A coughing fit wracked his body once again. He closed the car door, and walked toward the hangar. His footfalls were even and regular, with the slightest whisper of a shuffle, punctuated by the sharp tap of his walking stick. His daughter and son-in-law followed him, a disorganized rabble of footsteps, their young voices blowing away from him on the wind.
Carefully, the Captain hooked his walking stick over his arm, and closed his fingers around the edge of the hangar door. Reluctantly it opened, the wheels grinding arthritically like the Captain's knees.
The smell of oil, and fuel, and cheap French cigarettes washed over him, and he was a young man again.
A vinyl record warbled a cheery tune that bounced off the walls of the hangar, which was filled to bursting with great gleaming birds, sleek and deadly. Men moved swiftly under them, around them and over them. The constant murmur of conversation, and the sharp metallic sounds of tools at work were the engine of the war machine marching toward Berlin and war's end.

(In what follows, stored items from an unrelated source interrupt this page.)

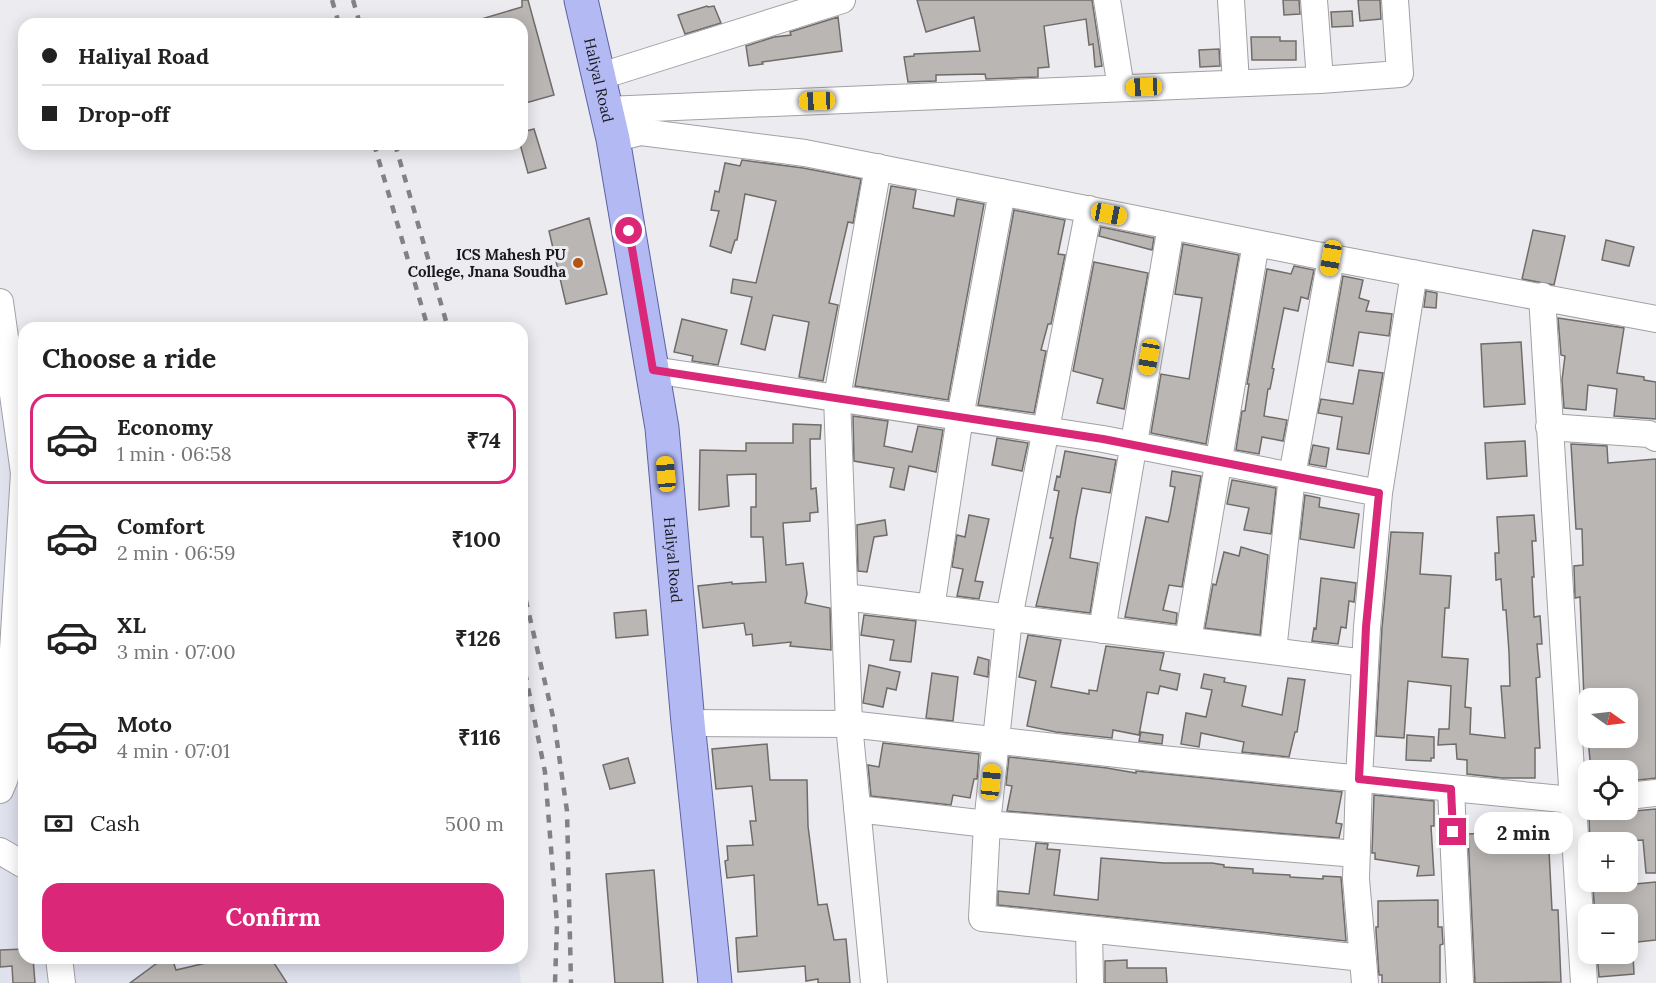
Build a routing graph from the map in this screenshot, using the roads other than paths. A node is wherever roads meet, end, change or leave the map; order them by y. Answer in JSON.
{"nodes":[{"id":1,"x":580,"y":0,"type":"edge"},
{"id":2,"x":842,"y":0,"type":"edge"},
{"id":3,"x":1107,"y":0,"type":"edge"},
{"id":4,"x":1231,"y":0,"type":"edge"},
{"id":5,"x":1314,"y":0,"type":"edge"},
{"id":6,"x":1395,"y":0,"type":"edge"},
{"id":7,"x":598,"y":77,"type":"junction"},
{"id":8,"x":1320,"y":80,"type":"junction"},
{"id":9,"x":1236,"y":83,"type":"junction"},
{"id":10,"x":1121,"y":88,"type":"junction"},
{"id":11,"x":610,"y":124,"type":"junction"},
{"id":12,"x":878,"y":167,"type":"junction"},
{"id":13,"x":1002,"y":192,"type":"junction"},
{"id":14,"x":1089,"y":209,"type":"junction"},
{"id":15,"x":1171,"y":226,"type":"junction"},
{"id":16,"x":1256,"y":243,"type":"junction"},
{"id":17,"x":1331,"y":258,"type":"junction"},
{"id":18,"x":1414,"y":273,"type":"junction"},
{"id":19,"x":1542,"y":296,"type":"junction"},
{"id":20,"x":0,"y":302,"type":"edge"},
{"id":21,"x":1656,"y":319,"type":"edge"},
{"id":22,"x":653,"y":370,"type":"junction"},
{"id":23,"x":837,"y":397,"type":"junction"},
{"id":24,"x":960,"y":417,"type":"junction"},
{"id":25,"x":1549,"y":427,"type":"junction"},
{"id":26,"x":18,"y":430,"type":"edge"},
{"id":27,"x":1046,"y":430,"type":"junction"},
{"id":28,"x":1656,"y":438,"type":"edge"},
{"id":29,"x":1134,"y":445,"type":"junction"},
{"id":30,"x":1219,"y":462,"type":"junction"},
{"id":31,"x":1292,"y":476,"type":"junction"},
{"id":32,"x":1379,"y":493,"type":"junction"},
{"id":33,"x":18,"y":568,"type":"edge"},
{"id":34,"x":845,"y":597,"type":"junction"},
{"id":35,"x":931,"y":608,"type":"junction"},
{"id":36,"x":1009,"y":618,"type":"junction"},
{"id":37,"x":1102,"y":630,"type":"junction"},
{"id":38,"x":1188,"y":640,"type":"junction"},
{"id":39,"x":1273,"y":651,"type":"junction"},
{"id":40,"x":1365,"y":663,"type":"junction"},
{"id":41,"x":688,"y":723,"type":"junction"},
{"id":42,"x":849,"y":724,"type":"junction"},
{"id":43,"x":996,"y":741,"type":"junction"},
{"id":44,"x":1578,"y":776,"type":"edge"},
{"id":45,"x":1359,"y":779,"type":"junction"},
{"id":46,"x":1451,"y":789,"type":"junction"},
{"id":47,"x":0,"y":790,"type":"edge"},
{"id":48,"x":1656,"y":793,"type":"edge"},
{"id":49,"x":1638,"y":795,"type":"edge"},
{"id":50,"x":1578,"y":800,"type":"edge"},
{"id":51,"x":857,"y":809,"type":"junction"},
{"id":52,"x":1580,"y":820,"type":"edge"},
{"id":53,"x":987,"y":824,"type":"junction"},
{"id":54,"x":0,"y":851,"type":"edge"},
{"id":55,"x":1357,"y":854,"type":"junction"},
{"id":56,"x":18,"y":862,"type":"edge"},
{"id":57,"x":1089,"y":930,"type":"junction"},
{"id":58,"x":59,"y":964,"type":"edge"},
{"id":59,"x":1364,"y":970,"type":"edge"},
{"id":60,"x":62,"y":983,"type":"edge"},
{"id":61,"x":715,"y":983,"type":"edge"},
{"id":62,"x":874,"y":983,"type":"edge"},
{"id":63,"x":1090,"y":983,"type":"edge"},
{"id":64,"x":1460,"y":983,"type":"edge"},
{"id":65,"x":1584,"y":983,"type":"edge"}],
"edges":[{"from":1,"to":7,"type":"main road","name":"Haliyal Road"},
{"from":2,"to":7,"type":"street"},
{"from":3,"to":10,"type":"street"},
{"from":4,"to":9,"type":"street"},
{"from":5,"to":8,"type":"street"},
{"from":6,"to":8,"type":"street"},
{"from":7,"to":11,"type":"main road","name":"Haliyal Road"},
{"from":8,"to":9,"type":"street"},
{"from":9,"to":10,"type":"street"},
{"from":10,"to":11,"type":"street"},
{"from":11,"to":12,"type":"street"},
{"from":11,"to":22,"type":"main road","name":"Haliyal Road"},
{"from":12,"to":13,"type":"street"},
{"from":12,"to":23,"type":"street"},
{"from":13,"to":14,"type":"street"},
{"from":13,"to":24,"type":"street"},
{"from":14,"to":15,"type":"street"},
{"from":14,"to":27,"type":"street"},
{"from":15,"to":16,"type":"street"},
{"from":15,"to":29,"type":"street"},
{"from":16,"to":17,"type":"street"},
{"from":16,"to":30,"type":"street"},
{"from":17,"to":18,"type":"street"},
{"from":17,"to":31,"type":"street"},
{"from":18,"to":19,"type":"street"},
{"from":18,"to":32,"type":"street"},
{"from":19,"to":21,"type":"street"},
{"from":19,"to":25,"type":"street"},
{"from":20,"to":26,"type":"street"},
{"from":22,"to":23,"type":"street"},
{"from":22,"to":41,"type":"main road","name":"Haliyal Road"},
{"from":23,"to":24,"type":"street"},
{"from":23,"to":34,"type":"street"},
{"from":24,"to":27,"type":"street"},
{"from":24,"to":35,"type":"street"},
{"from":25,"to":28,"type":"street"},
{"from":25,"to":44,"type":"street"},
{"from":27,"to":29,"type":"street"},
{"from":27,"to":36,"type":"street"},
{"from":29,"to":30,"type":"street"},
{"from":29,"to":37,"type":"street"},
{"from":30,"to":31,"type":"street"},
{"from":30,"to":38,"type":"street"},
{"from":31,"to":32,"type":"street"},
{"from":31,"to":39,"type":"street"},
{"from":32,"to":40,"type":"street"},
{"from":33,"to":47,"type":"street"},
{"from":34,"to":35,"type":"street"},
{"from":34,"to":42,"type":"street"},
{"from":35,"to":36,"type":"street"},
{"from":36,"to":37,"type":"street"},
{"from":36,"to":43,"type":"street"},
{"from":37,"to":38,"type":"street"},
{"from":38,"to":39,"type":"street"},
{"from":39,"to":40,"type":"street"},
{"from":40,"to":45,"type":"street"},
{"from":41,"to":42,"type":"street"},
{"from":41,"to":61,"type":"main road","name":"Haliyal Road"},
{"from":42,"to":43,"type":"street"},
{"from":42,"to":51,"type":"street"},
{"from":43,"to":45,"type":"street"},
{"from":43,"to":53,"type":"street"},
{"from":45,"to":46,"type":"street"},
{"from":45,"to":55,"type":"street"},
{"from":46,"to":50,"type":"street"},
{"from":46,"to":64,"type":"street"},
{"from":48,"to":49,"type":"street"},
{"from":51,"to":53,"type":"street"},
{"from":51,"to":62,"type":"street"},
{"from":52,"to":65,"type":"street"},
{"from":53,"to":55,"type":"street"},
{"from":53,"to":57,"type":"street"},
{"from":54,"to":56,"type":"street"},
{"from":55,"to":59,"type":"street"},
{"from":57,"to":59,"type":"street"},
{"from":57,"to":63,"type":"street"},
{"from":58,"to":60,"type":"street"}]}
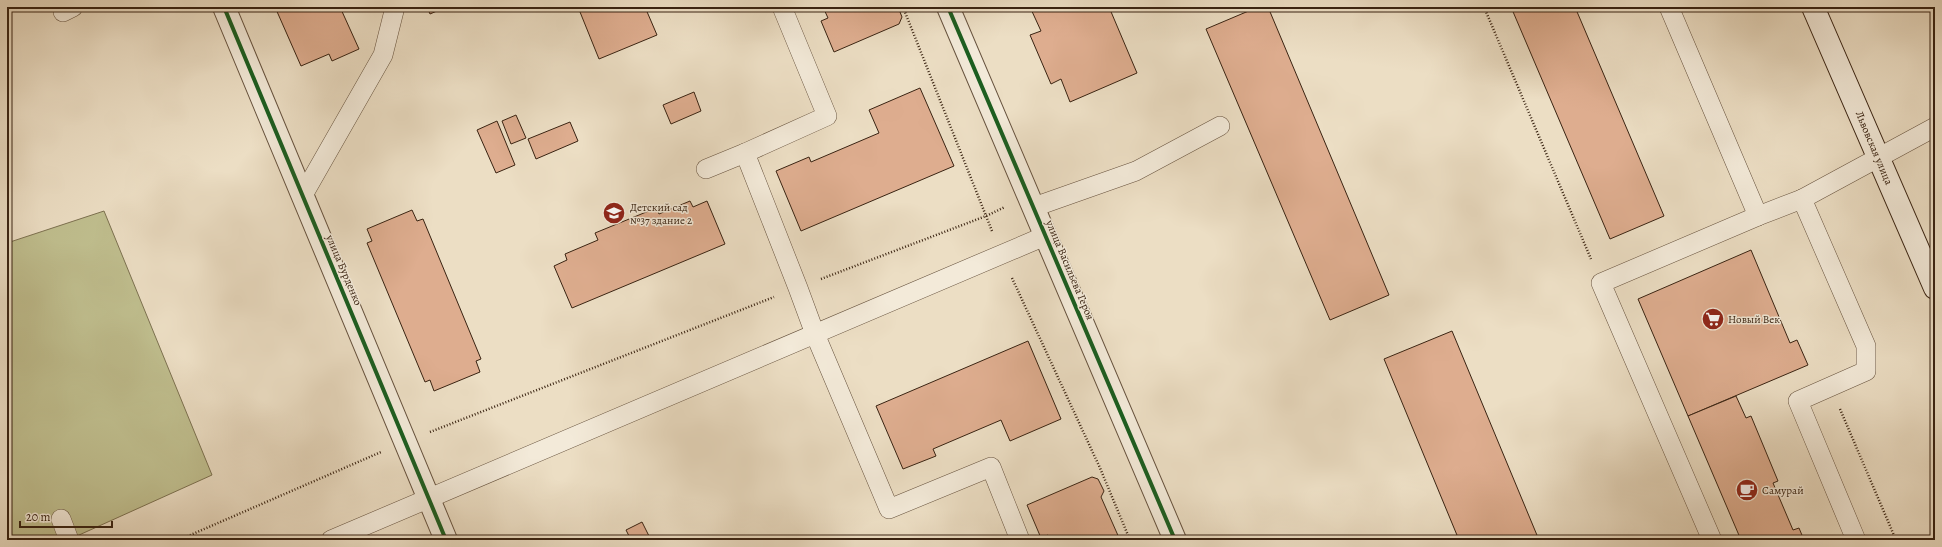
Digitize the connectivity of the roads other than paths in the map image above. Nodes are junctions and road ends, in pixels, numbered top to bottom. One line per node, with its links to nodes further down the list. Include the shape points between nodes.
1 (224, 7): 12 (street, улица Бурденко)
2 (395, 7): 12 (lane, via 383,55)
3 (782, 7): 9 (lane, via 827,116)
4 (948, 7): 14 (street, улица Васильева Героя)
5 (1669, 7): 15 (lane)
6 (1813, 7): 10 (street, Львовская улица)
7 (1220, 126): 14 (lane, via 1136,170)
8 (1935, 127): 10 (lane)
9 (745, 153): 11 (lane); 18 (lane)
10 (1878, 158): 13 (lane); 17 (street, Львовская улица)
11 (706, 169)
12 (303, 194): 19 (street, улица Бурденко)
13 (1802, 199): 15 (lane); 27 (lane, via 1866,346 1866,371 1798,401)
14 (1032, 201): 16 (street, улица Васильева Героя)
15 (1758, 216): 26 (lane, via 1601,283)
16 (1045, 236): 18 (lane); 25 (street, улица Васильева Героя)
17 (1935, 288)
18 (815, 334): 19 (lane); 24 (lane, via 889,509 991,467)
19 (429, 499): 22 (lane); 23 (street, улица Бурденко)
20 (61, 519): 21 (lane)
21 (69, 540)
22 (331, 540)
23 (446, 540)
24 (1020, 540)
25 (1175, 540)
26 (1712, 540)
27 (1856, 540)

Dicky shot him a loose salute from the cockpit of his plane, a cigarette hanging from his lip, his hat tilted rakishly. Dicky's lips were moving, but the words were smothered by an engine backfiring.
The Captain returned Dicky's salute, and walked over to his own plane. "She done fueling?" He said, looking at the fueling crew.
"Full tank of gas in her, Captain. Good hunting out there!"
Captain Hall climbed up the ladder, and lowered himself into the cockpit. He shifted the stick from side to side, looking out at the ailerons, then pulled the canopy closed. The technicians cleared everything away from the plane, and he started the engines.
The squadron filed out of the hangar onto the tarmac.
His chest felt tight.
Captain Hall taxied to the runway, his heart pounding heavy in his chest.
Footsteps raced toward him.
The planes ahead of him took off. One backfired loudly.
He left the sound behind.
He pushed the throttle away from him. His plane roared loudly, speeding, faster and faster along the runway.
He pulled back on the stick. The wheels left the tarmac, and suddenly, everything went smooth and peaceful. He kept climbing, higher, higher, into the clouds.
Vertigo loomed ominously.
The world closed in until it was only him and his plane.
Then, the clouds thinned, and there was nothing but clear skies and sunshine.